Begin at the line containing "cr.push_group_with_content(cairo.CONTENT_ALPHA)" in the entries below and end at the line containing "cr.set_source_rgba(0, 0, 0, alpha"; transcribe that range exactly and nothing outside it.
************
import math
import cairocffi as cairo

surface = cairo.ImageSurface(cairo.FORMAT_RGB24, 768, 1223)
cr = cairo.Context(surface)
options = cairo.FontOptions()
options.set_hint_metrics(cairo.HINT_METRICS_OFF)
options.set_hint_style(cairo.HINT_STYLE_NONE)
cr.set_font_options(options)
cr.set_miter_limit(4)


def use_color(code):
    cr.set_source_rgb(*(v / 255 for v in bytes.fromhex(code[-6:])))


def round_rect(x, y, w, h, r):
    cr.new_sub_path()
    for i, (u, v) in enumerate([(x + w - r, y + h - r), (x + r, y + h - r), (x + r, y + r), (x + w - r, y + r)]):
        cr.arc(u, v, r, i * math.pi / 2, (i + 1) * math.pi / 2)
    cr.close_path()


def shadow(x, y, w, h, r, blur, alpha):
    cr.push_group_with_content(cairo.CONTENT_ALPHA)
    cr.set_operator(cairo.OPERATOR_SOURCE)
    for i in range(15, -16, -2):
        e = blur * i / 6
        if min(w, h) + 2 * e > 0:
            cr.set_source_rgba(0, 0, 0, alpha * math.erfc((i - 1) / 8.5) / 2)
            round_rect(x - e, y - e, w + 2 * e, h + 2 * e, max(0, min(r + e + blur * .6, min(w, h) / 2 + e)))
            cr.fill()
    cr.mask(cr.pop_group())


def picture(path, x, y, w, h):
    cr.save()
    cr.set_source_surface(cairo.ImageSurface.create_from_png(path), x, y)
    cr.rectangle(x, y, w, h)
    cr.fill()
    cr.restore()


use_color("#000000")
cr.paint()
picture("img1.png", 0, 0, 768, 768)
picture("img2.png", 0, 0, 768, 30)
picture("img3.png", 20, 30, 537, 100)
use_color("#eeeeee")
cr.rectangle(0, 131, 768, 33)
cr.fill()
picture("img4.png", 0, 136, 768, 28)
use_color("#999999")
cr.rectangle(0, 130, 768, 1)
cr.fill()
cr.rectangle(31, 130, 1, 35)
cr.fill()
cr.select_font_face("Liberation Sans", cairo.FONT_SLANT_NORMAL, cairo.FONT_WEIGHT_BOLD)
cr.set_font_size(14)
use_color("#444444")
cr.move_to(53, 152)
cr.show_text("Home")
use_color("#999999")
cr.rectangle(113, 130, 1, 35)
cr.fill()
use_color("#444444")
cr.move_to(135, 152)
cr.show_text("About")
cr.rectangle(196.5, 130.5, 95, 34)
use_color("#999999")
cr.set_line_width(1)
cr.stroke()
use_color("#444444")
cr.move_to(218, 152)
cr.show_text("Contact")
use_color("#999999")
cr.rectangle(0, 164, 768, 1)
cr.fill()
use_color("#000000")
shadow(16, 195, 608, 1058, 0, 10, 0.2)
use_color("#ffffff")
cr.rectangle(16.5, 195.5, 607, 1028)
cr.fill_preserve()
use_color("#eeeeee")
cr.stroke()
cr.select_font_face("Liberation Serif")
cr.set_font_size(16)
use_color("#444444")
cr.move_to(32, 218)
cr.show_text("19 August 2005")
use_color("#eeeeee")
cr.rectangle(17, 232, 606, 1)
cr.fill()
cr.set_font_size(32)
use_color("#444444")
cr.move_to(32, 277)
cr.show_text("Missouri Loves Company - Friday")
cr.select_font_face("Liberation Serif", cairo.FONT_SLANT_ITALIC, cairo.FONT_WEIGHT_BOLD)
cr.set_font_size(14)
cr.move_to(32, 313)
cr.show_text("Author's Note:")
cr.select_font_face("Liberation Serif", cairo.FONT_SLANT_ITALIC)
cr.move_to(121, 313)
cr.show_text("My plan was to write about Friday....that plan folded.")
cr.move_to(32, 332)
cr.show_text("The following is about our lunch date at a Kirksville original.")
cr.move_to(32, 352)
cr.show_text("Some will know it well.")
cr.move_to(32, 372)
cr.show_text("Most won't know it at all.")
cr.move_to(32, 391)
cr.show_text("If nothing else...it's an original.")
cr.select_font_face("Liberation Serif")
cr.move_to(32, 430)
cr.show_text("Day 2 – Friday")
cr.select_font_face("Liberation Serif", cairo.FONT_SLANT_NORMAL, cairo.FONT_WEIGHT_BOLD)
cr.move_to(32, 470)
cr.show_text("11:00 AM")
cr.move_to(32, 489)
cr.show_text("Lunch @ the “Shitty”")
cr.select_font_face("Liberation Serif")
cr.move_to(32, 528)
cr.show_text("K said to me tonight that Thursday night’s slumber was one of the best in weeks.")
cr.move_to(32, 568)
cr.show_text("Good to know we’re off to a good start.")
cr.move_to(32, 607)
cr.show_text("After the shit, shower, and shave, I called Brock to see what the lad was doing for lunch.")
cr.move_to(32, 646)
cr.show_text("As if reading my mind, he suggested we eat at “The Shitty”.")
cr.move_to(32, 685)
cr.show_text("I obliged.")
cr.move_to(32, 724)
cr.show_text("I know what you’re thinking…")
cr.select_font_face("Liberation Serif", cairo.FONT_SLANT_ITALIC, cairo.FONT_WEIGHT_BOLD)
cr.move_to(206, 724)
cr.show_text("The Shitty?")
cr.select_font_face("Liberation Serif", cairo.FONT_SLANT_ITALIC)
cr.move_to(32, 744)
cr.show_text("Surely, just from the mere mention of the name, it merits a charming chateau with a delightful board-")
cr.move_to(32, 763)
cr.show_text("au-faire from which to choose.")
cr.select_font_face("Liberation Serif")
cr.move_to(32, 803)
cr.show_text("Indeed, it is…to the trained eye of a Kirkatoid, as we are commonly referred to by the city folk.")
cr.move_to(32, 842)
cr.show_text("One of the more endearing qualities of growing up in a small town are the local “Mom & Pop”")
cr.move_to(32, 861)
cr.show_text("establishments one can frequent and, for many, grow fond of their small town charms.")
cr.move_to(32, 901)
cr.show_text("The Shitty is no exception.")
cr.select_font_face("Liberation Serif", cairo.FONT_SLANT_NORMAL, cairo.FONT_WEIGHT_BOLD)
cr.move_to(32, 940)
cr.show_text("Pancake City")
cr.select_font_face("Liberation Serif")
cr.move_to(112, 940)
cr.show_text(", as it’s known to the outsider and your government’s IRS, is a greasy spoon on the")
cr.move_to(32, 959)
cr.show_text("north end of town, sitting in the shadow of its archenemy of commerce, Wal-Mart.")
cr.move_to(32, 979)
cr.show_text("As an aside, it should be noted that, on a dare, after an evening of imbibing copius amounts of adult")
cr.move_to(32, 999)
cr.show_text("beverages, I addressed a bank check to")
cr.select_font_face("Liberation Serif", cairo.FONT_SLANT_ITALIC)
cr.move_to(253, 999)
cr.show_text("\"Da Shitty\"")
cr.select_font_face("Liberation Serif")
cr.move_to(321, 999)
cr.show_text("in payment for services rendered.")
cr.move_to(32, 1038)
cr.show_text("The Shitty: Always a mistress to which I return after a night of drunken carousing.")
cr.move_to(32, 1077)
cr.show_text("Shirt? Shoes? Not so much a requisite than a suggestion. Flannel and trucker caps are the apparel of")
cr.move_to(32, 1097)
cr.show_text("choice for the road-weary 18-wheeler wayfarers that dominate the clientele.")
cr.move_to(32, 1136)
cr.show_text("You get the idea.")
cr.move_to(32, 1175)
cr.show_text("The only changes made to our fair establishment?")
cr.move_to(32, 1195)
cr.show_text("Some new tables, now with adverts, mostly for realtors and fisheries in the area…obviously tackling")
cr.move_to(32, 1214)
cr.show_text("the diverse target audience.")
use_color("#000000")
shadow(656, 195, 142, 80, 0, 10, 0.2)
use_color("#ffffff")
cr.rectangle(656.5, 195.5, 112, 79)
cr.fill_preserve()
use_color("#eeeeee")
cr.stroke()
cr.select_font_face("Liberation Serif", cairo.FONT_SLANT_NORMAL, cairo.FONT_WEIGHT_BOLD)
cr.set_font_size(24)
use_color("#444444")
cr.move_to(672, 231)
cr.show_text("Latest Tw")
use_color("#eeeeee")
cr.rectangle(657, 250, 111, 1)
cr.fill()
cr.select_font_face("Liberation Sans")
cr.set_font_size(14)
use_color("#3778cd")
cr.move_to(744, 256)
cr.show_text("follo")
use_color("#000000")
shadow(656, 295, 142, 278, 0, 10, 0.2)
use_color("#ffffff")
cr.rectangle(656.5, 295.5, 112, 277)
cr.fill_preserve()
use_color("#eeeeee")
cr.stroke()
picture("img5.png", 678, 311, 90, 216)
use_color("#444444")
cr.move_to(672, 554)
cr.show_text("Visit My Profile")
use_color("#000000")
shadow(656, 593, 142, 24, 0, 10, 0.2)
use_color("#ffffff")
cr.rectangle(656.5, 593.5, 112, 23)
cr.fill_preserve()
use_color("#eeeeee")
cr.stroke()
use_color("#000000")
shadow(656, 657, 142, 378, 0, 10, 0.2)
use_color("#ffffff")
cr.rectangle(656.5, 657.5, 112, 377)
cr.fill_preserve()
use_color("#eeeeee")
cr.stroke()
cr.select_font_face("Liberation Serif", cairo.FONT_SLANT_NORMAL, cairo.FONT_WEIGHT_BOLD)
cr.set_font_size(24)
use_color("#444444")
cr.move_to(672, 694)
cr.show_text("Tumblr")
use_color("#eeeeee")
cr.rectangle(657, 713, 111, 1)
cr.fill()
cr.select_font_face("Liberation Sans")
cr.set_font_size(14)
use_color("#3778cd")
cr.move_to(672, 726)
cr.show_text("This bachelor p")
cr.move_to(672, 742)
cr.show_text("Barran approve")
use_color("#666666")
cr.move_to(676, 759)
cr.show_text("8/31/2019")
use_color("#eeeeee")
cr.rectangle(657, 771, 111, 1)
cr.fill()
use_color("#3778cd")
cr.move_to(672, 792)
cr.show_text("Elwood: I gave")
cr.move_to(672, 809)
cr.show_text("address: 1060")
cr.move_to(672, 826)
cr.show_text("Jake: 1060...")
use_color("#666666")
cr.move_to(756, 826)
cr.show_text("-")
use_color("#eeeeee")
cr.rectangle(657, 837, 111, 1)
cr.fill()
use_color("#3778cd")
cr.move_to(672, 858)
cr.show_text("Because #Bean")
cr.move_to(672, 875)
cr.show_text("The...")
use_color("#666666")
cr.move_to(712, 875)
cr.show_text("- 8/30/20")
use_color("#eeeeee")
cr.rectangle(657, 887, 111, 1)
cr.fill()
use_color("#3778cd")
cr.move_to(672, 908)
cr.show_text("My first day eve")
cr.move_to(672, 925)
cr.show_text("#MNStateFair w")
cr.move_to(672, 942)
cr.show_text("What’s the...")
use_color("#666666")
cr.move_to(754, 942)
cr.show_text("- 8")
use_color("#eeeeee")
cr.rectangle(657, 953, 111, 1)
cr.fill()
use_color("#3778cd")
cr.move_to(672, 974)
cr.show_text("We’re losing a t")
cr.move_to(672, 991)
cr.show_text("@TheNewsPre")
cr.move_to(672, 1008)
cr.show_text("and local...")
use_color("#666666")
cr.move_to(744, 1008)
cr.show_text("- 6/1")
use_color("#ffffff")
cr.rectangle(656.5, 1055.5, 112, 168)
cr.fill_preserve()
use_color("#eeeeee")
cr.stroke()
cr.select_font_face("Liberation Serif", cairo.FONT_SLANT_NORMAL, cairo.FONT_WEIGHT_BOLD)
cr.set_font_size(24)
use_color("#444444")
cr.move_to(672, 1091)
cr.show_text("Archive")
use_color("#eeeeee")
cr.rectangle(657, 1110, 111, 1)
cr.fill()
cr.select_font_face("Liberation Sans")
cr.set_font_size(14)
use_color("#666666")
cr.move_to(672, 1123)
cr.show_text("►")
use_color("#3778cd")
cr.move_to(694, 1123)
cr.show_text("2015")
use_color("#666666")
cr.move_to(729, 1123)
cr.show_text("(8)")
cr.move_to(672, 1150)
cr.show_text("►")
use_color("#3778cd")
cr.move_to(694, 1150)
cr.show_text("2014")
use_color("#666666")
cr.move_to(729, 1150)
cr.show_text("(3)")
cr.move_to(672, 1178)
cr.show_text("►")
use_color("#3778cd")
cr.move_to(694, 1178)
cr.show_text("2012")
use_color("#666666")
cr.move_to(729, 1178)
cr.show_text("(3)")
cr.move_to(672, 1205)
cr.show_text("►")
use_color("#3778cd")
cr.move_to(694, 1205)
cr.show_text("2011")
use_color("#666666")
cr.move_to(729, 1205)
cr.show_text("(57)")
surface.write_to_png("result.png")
************
## Response area:
    cr.push_group_with_content(cairo.CONTENT_ALPHA)
    cr.set_operator(cairo.OPERATOR_SOURCE)
    for i in range(15, -16, -2):
        e = blur * i / 6
        if min(w, h) + 2 * e > 0:
            cr.set_source_rgba(0, 0, 0, alpha * math.erfc((i - 1) / 8.5) / 2)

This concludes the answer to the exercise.